Who will pay for the wall? Canada.

Just as he's about to be feted in Washington by U.S. President Barack Obama next week, Justin Trudeau has to face the more-solid, post-Super Tuesday possibility that Donald Trump could be next in the White House. Republican presidents are typically unloved by Canadians but good for cross-border trade, but Mr. Trump promises he'd be a glaring exception.

That wall along the southern U.S. border that Mr. Trump pledges, and inexplicably insists will be paid for by Mexico, may be mostly about immigration, but it's also part of an isolationist and anti-trade rhetoric that's a danger signal for Canada.

Maybe Mr. Trump will moderate the isolationist bombast as he nears an election, or, if he actually wins, in office. Maybe he's just pandering to those sentiments to appeal to clearly disgruntled voters. But if that pandering helps him toward the presidency, plenty of other politicians could ride it to an isolationist Congress.

That what-if might be in the back of Mr. Trudeau's mind at a state dinner hosted by Mr. Obama next week. It's one thing to feel the love from the outgoing incumbent. But how would he deal with a Trump America?

The reset that Mr. Trudeau is touting with Mr. Obama doesn't seem likely to last with a President Trump, even if the latter says he loves Canada.

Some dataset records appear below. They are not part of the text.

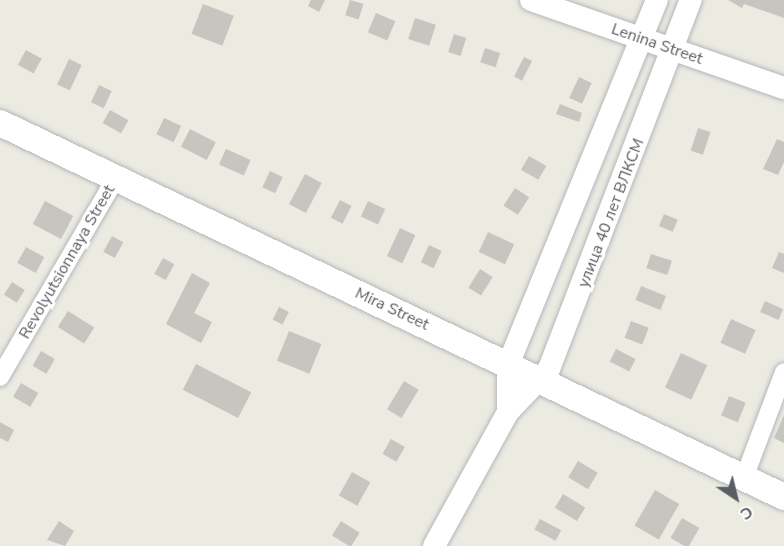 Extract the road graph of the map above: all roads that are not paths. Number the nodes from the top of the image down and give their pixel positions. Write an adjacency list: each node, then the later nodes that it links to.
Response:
1 (531, 0): 4 (street, Lenina Street)
2 (657, 0): 4 (street, улица 40 лет ВЛКСМ)
3 (691, 0): 5 (street, улица 40 лет ВЛКСМ)
4 (640, 38): 5 (street, Lenina Street); 9 (street, улица 40 лет ВЛКСМ)
5 (674, 49): 6 (street, Lenina Street); 12 (street, улица 40 лет ВЛКСМ)
6 (784, 88)
7 (0, 123): 8 (main road, Mira Street)
8 (116, 178): 9 (main road, Mira Street); 11 (street, Revolyutsionnaya Street)
9 (508, 365): 12 (main road, Mira Street); 13 (street, улица 40 лет ВЛКСМ)
10 (784, 372): 14 (street)
11 (0, 377)
12 (541, 381): 13 (street, улица 40 лет ВЛКСМ); 14 (main road, Mira Street)
13 (508, 412): 16 (street, улица 40 лет ВЛКСМ)
14 (744, 478): 15 (main road, Mira Street)
15 (784, 497)
16 (434, 546) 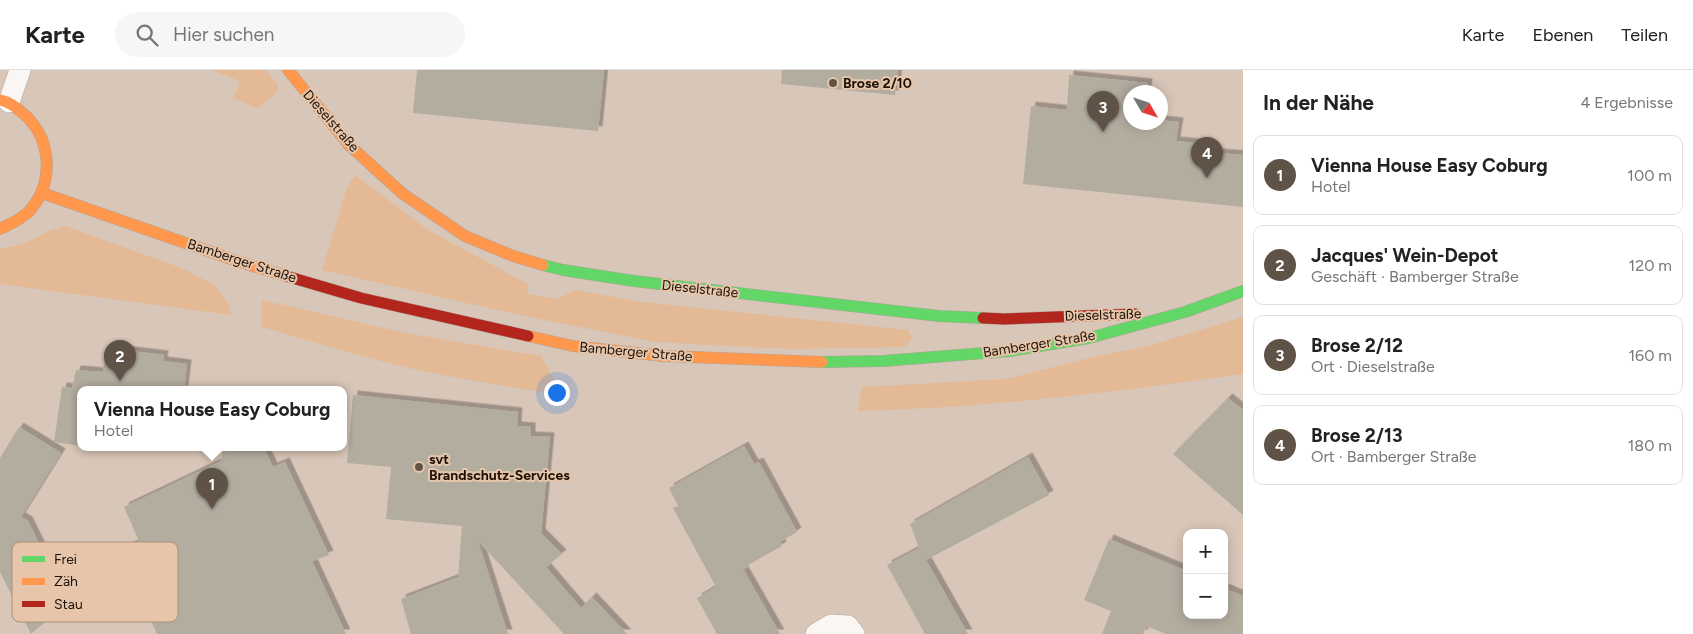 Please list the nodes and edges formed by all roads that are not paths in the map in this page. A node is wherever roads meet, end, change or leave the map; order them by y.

In December, when asked about Mr. Trump, the new PM said he's against "the politics of intolerance or hateful rhetoric."

His senior adviser, Gerald Butts, has been tweeting remarks about Mr. Trump, not so direct that he's attacking a presidential contender, but enough so you get the drift. He mentions the cheeky campaign suggesting Americans move to Mr. Butts's native Cape Breton if Mr. Trump is elected; after Mr. Trump failed to disavow former Ku Klux Klan leader David Duke, Mr. Butts wondered "how many people are searching the world's databases for a picture of Trump and Duke right now."

That won't upset many Canadians. Some want to bar Mr. Trump from the country. But the potential implications of Mr. Trump's rhetoric is cause for worry.

Mr. Trump hasn't just opposed the proposed Trans-Pacific Partnership trade deal, he promised to break NAFTA unless he can renegotiate it – while telling voters Mexicans are swindling the United States. He promised he'd force China to open markets wider.

To sum up: He's threatening a trade war that could disrupt trade between the world's two largest economies, and to break up the trade bloc that includes Canada and the United States.

Of course, he might not, even if he wins. Derek Burney, the former diplomat and chief of staff to Brian Mulroney, notes presidents don't have all the power in the U.S. system, and Mr. Trump might have to moderate his positions to get to the White House. Deep interests link Canada to the United States, he noted, and Mr. Trump has directed his suspicion toward Mexico, not us.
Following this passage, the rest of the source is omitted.